- INFORMATION PROVIDED -
..............................
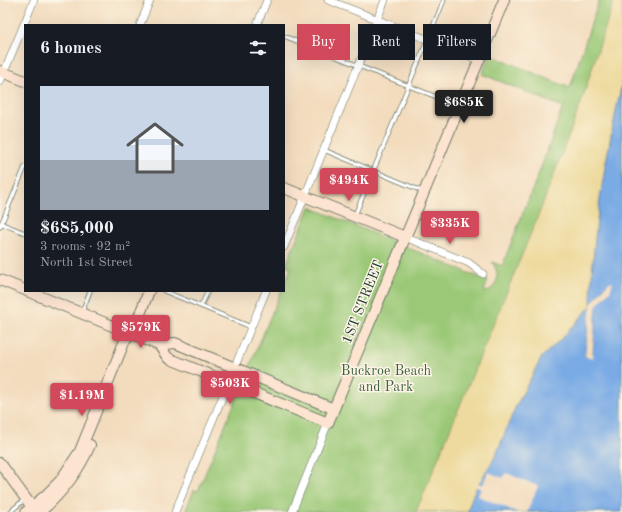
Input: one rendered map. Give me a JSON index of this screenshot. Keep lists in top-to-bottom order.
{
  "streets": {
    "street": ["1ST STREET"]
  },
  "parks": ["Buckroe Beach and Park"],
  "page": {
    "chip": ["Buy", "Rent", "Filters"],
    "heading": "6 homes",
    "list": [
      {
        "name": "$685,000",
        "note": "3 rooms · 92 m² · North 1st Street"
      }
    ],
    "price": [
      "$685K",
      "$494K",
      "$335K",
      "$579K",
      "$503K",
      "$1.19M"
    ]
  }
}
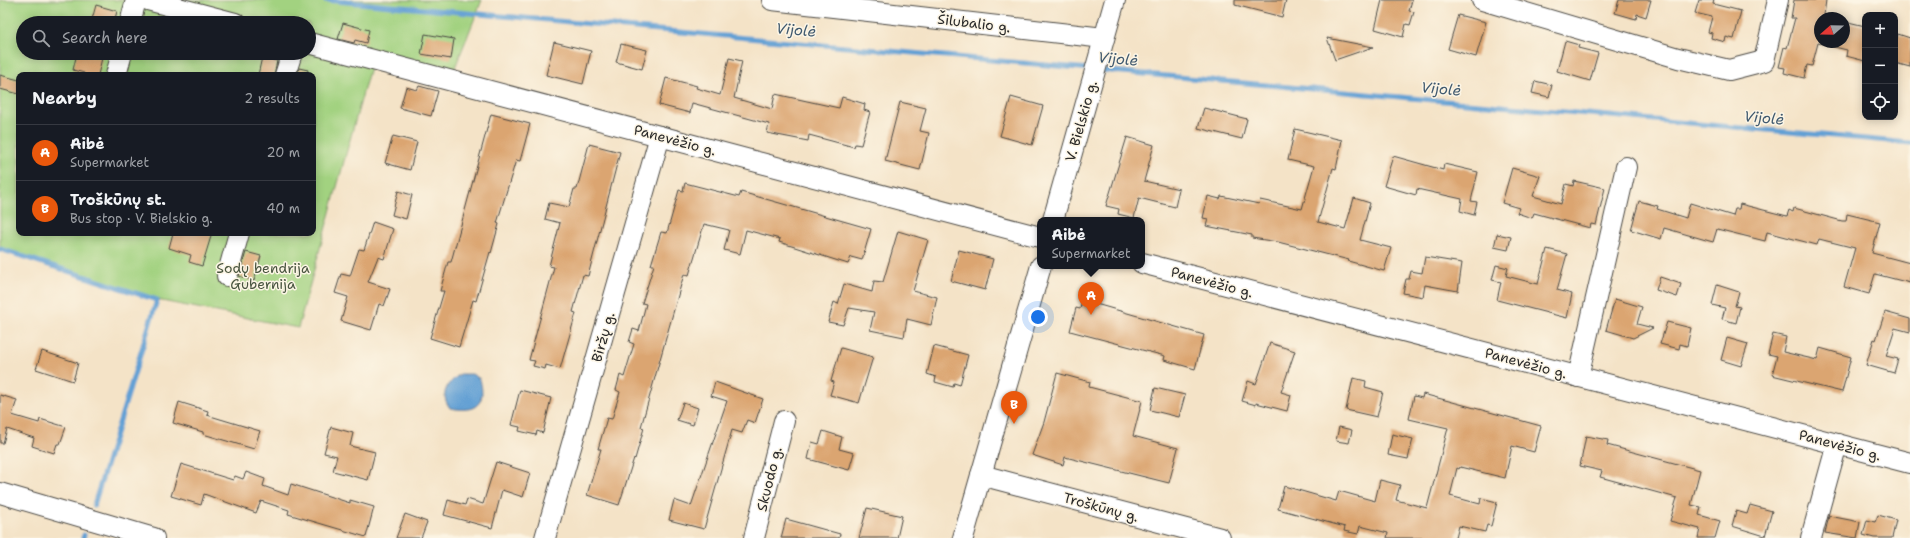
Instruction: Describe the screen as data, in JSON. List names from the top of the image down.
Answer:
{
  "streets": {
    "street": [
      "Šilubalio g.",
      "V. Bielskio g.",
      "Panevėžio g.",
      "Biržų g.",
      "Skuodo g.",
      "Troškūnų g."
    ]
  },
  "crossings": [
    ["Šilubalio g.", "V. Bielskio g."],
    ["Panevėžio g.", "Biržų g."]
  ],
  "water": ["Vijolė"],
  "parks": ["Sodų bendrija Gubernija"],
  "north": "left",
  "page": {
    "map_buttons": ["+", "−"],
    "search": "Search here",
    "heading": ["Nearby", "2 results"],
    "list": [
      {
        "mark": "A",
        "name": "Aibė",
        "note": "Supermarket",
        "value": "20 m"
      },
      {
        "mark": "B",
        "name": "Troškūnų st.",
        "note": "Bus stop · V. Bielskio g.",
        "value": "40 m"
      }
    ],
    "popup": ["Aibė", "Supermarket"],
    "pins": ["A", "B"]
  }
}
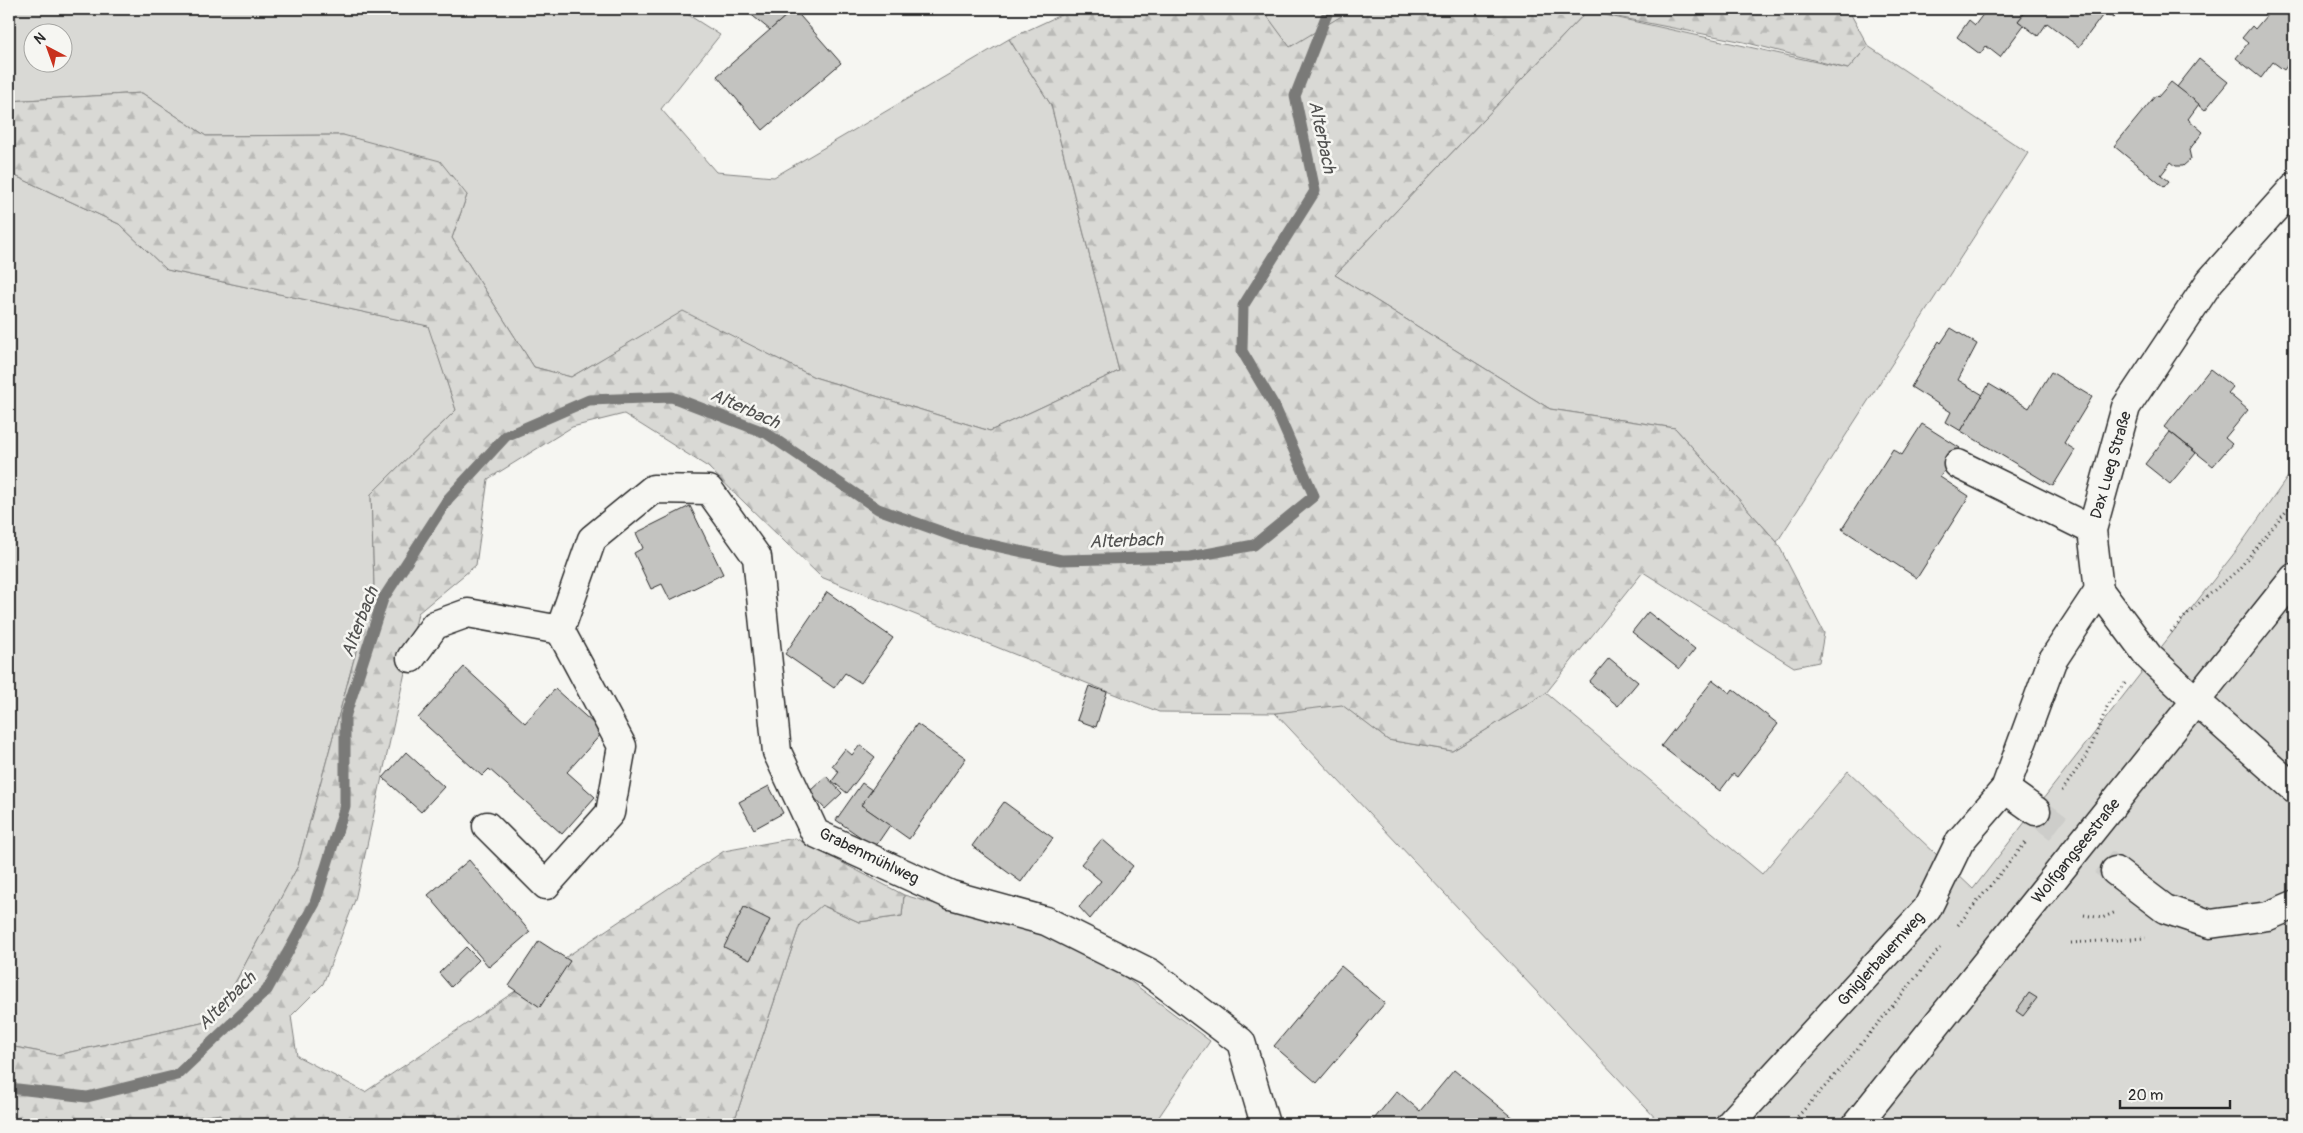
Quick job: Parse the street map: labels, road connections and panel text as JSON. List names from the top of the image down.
..............................
The reply should consist of a single number: how many lines in the listing contain the word "names".

2